The top of this file contains entries that may fix the right side numbers bug:
_End_Of_Message_And_End_OfFile-> ->
From the Launchpad site (for Eclipse-formatted dictionaries):
A list of (Vim-flavored) regular expressions that will convert a dictionary exported in rtf/cre format into Python dictionary format. Ideally this should be turned into a simple script that new users can run on their dictionaries without prior knowledge of regular expressions. This has only been fully tested with rtf/cre dictionaries exported by Eclipse. Additional formatting is probably necessary for rtf/cre files exported from CAT software other than Eclipse. More testing is required. Note that Plover currently supports two types of steno dictionary: Eclipse format, where hyphens are only made explicit when necessary, and DigitalCAT format, where all hyphens are explicit. Default format is Eclipse, so if you are importing a DigitalCAT dictionary, change the format in Plover's .config file.
%s/\/\/g
%s/"/\"/g
%s/ / /g
%s/^.{$}.$\n// %s/^.\par\.$\n//
%s/{\.\cxs ([^}]+)}/"\1": /
%s/^[^"].*$\n//
%s/: \cxds (.*)\cxds/: {^\1^}/
%s/: \cxds (.*)/: {^\1}/
%s/: (.*)\cxds/: {\1^}/
%s/{l1}//g %s/{l0}//g
%s/\cxp//g
%s/\cxfing /&/g
%s/\cxfc /-|/g
%s/{\cxstit /{^-/
/cx
%s/ \n/^M/g - (don't type in the ^M; do control-q, then control-m, and what will display is ^M)

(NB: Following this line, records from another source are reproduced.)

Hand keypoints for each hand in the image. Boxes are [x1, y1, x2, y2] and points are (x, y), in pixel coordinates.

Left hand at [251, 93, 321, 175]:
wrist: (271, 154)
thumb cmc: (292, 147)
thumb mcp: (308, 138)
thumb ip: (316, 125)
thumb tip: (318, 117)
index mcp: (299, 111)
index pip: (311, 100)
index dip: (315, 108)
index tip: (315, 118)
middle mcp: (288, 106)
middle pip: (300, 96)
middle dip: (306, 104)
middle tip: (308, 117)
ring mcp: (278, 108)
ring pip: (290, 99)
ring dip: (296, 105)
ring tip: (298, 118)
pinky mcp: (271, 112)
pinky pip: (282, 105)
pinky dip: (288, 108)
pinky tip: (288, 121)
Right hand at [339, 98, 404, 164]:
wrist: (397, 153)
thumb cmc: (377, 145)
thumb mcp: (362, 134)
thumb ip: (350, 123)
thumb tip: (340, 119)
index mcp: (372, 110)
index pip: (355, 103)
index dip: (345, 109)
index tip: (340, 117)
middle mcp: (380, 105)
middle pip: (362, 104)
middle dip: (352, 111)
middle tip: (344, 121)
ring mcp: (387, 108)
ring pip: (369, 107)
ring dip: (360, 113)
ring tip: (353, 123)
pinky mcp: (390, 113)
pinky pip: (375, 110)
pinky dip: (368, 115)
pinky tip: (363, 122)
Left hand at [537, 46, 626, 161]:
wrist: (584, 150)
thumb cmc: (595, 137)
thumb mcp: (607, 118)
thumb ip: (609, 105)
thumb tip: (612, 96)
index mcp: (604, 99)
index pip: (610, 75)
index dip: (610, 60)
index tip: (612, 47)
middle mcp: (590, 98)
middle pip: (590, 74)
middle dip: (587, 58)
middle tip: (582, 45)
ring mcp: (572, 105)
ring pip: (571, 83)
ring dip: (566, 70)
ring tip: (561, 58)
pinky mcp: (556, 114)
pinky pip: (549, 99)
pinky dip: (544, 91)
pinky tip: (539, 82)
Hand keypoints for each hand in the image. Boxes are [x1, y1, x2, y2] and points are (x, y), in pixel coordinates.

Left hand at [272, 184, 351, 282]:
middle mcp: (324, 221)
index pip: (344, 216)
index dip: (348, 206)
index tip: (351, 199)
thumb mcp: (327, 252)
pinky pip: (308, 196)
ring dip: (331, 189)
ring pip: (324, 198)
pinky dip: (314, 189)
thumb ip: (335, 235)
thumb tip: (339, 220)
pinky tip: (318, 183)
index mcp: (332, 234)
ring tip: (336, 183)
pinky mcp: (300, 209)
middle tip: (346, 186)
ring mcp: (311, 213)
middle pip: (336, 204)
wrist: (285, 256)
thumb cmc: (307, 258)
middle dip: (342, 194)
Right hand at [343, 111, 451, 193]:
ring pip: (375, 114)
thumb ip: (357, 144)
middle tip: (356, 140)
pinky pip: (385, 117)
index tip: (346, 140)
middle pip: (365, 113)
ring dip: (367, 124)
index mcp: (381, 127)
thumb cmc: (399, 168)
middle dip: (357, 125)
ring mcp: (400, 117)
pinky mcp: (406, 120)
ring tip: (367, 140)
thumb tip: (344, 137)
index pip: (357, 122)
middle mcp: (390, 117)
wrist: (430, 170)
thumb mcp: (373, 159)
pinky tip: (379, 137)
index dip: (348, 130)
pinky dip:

:%s/^"([-A-Z0-9\/]+)": (.)$/"\1": "\2",
You can find a ~9 mb zip file containing several unconverted dictionaries in rtf format and a few converted dictionaries in json format as well, in both Eclipse (only necessary hyphens explicit) and DigitalCAT (all hyphens explicit) flavors of steno here:
http://stenoknight.com/plover/ploverdicts.zip
The DigitalCAT dictionaries will require much more weeding, since they have extra metadata that the regular expressions in the launchpad blueprint doesn't account for. Stuff like dictentrydate, which we can just cut out completely, and conflicts, which will require the sacrifice of the entry, since Plover doesn't support conflict differentiation (nor will it ever, if I have anything to say about it). Basically anything starting with cx is steno-specific metadata.
I thought I'd put a reference here to the rtf cre spec: http://www.legalxml.org/workgroups/substantive/transcripts/cre-spec.htm
I ran my script on the dictionaries in the zip file and it ran int some problems with ab-digitalcat-0528.rtf because it had something in it that wasn't legal RTF. I took a look and that part of the file didn't make sense. Is it possible that there was some kind of copy paste change in that file or is it as it was on export?
Plover now supports RTF dictionaries natively.
Many Plover users have steno experience with other programs and therefore have mature dictionaries in those programs' formats. A tool should exist to easily convert other programs' dictionaries to the Plover dictionary format.